È stato arrestato nell’ottobre dell’anno scorso. Secondo la sentenza di martedì, tutti i beni personali di Liu saranno confiscati e tutti i suoi guadagni illeciti dovranno essere recuperati e consegnati alla tesoreria dello Stato.

 

La sospensione di due anni, concessa perché l’imputato ha collaborato con le autorità e ha mostrato rimorso, significa che la sentenza verrà eseguita solo se Liu commetterà altri crimini durante il periodo, ha riferito Reuters.

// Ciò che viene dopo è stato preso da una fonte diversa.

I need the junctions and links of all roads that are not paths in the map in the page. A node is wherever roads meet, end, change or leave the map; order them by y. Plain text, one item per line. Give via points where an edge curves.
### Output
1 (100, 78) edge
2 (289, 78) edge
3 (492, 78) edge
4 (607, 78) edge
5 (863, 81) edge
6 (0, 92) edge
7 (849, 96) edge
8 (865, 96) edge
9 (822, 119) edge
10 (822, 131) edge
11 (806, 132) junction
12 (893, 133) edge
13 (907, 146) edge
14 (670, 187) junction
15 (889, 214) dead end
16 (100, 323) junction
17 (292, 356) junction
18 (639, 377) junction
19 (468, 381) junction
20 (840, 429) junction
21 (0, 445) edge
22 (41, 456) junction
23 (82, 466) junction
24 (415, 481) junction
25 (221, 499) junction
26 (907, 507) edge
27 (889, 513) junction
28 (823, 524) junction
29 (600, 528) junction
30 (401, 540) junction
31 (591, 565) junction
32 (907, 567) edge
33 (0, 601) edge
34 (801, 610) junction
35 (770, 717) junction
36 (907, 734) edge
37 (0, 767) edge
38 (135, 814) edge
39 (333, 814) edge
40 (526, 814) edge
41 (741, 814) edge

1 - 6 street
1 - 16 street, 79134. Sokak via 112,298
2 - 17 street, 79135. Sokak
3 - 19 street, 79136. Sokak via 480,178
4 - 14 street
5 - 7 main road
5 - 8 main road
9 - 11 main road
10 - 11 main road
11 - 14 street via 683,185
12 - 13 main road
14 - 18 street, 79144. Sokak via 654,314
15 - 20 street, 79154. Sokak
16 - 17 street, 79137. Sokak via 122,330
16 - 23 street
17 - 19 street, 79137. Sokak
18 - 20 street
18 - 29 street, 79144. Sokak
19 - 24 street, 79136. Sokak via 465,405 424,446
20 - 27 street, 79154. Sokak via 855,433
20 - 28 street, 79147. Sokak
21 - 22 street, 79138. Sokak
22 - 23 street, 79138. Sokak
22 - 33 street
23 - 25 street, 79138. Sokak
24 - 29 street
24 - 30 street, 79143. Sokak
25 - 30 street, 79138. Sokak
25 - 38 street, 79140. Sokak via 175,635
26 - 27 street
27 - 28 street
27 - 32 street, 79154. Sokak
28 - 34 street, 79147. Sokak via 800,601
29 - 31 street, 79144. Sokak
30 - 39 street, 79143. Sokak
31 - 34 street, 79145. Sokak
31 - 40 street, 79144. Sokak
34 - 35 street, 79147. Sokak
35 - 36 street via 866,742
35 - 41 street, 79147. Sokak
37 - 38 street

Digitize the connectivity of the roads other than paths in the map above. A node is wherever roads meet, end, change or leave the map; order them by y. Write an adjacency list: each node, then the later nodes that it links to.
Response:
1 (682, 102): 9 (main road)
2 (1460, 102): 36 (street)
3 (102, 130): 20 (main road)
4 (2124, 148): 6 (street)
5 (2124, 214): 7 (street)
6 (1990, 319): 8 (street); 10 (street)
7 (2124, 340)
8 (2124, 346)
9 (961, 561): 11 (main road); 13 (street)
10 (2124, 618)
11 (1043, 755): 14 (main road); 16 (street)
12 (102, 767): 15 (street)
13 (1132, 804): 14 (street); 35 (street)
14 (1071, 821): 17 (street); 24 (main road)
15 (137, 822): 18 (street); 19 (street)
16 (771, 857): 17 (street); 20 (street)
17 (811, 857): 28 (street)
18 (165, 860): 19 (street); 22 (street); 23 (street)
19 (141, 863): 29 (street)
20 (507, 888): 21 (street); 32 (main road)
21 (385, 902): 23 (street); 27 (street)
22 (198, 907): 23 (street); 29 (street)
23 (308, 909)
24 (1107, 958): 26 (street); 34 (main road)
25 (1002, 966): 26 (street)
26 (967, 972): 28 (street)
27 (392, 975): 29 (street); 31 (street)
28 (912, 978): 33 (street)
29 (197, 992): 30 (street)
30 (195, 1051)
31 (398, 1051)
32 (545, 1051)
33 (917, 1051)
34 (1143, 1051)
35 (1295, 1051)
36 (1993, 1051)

Se la sospensione venisse concessa, il 63enne sconterebbe l’ergastolo.

 

Liu è l’ultima figura di alto profilo ad essere condannata a morte nell’ambito delle vaste misure anticorruzione ordinate dal presidente Xi Jinping e mirate al settore finanziario del Paese, che vale 60 trilioni di dollari.

 

L’ex vicegovernatore della banca centrale Fan Yifei è stato condannato a morte per corruzione in ottobre, con una sospensione della pena di due anni.

 

A maggio, Bai Tianhui, ex dirigente di una delle più grandi società di gestione patrimoniale controllate dallo Stato, è stato condannato a morte per aver accettato tangenti per un valore di quasi 152 milioni di dollari.

 

Xi ha fatto della lotta alla corruzione una questione politica chiave da quando è diventato presidente un decennio fa. La campagna gode di un notevole sostegno pubblico, sebbene i critici affermino che consente al presidente di consolidare il potere sostituendo i rivali con lealisti in posizioni chiave.